- [Task directions]:
Below are some records; output exactly the lines from the line with "ring pip: (221, 206)" to the line with "middle tip: (252, 299)", both ends kept, and nothing more.
--- Extracted entries ---
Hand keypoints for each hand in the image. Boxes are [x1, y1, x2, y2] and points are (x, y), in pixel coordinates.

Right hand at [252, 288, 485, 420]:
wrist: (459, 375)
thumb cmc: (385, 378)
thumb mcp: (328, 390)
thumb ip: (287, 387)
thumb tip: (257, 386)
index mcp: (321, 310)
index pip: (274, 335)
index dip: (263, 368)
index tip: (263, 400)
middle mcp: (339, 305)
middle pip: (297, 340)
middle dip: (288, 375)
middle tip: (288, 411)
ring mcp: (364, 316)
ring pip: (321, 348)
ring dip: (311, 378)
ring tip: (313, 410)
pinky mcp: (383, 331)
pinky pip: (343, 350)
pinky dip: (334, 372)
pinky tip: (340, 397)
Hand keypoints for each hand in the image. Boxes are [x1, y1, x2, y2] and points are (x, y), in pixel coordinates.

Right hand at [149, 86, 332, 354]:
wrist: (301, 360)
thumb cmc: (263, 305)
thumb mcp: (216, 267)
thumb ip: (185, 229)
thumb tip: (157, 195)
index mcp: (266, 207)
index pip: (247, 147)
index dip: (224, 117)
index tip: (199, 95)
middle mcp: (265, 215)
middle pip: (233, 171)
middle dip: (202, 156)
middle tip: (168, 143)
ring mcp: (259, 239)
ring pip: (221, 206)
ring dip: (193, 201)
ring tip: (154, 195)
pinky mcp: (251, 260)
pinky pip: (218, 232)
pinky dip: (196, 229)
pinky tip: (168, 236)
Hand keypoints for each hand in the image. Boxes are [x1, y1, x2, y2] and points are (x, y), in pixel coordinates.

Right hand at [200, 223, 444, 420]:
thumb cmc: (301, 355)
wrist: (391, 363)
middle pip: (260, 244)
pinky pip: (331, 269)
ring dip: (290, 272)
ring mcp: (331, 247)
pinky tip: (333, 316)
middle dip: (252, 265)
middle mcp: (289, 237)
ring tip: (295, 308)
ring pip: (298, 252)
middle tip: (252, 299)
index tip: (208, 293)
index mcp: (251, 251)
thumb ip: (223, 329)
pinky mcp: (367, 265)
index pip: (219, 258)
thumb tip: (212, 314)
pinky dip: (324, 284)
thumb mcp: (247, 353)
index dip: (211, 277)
---
- [Result of the task]:
ring pip: (221, 206)
ring dip: (193, 201)
ring tip: (154, 195)
pinky mcp: (251, 260)
pinky pip: (218, 232)
pinky dip: (196, 229)
pinky tip: (168, 236)
Hand keypoints for each hand in the image. Boxes are [x1, y1, x2, y2] and points are (x, y), in pixel coordinates.

Right hand at [200, 223, 444, 420]:
thumb cmc: (301, 355)
wrist: (391, 363)
middle pip: (260, 244)
pinky pip: (331, 269)
ring dip: (290, 272)
ring mcp: (331, 247)
pinky tip: (333, 316)
middle dip: (252, 265)
middle mcp: (289, 237)
ring tip: (295, 308)
ring pip: (298, 252)
middle tip: (252, 299)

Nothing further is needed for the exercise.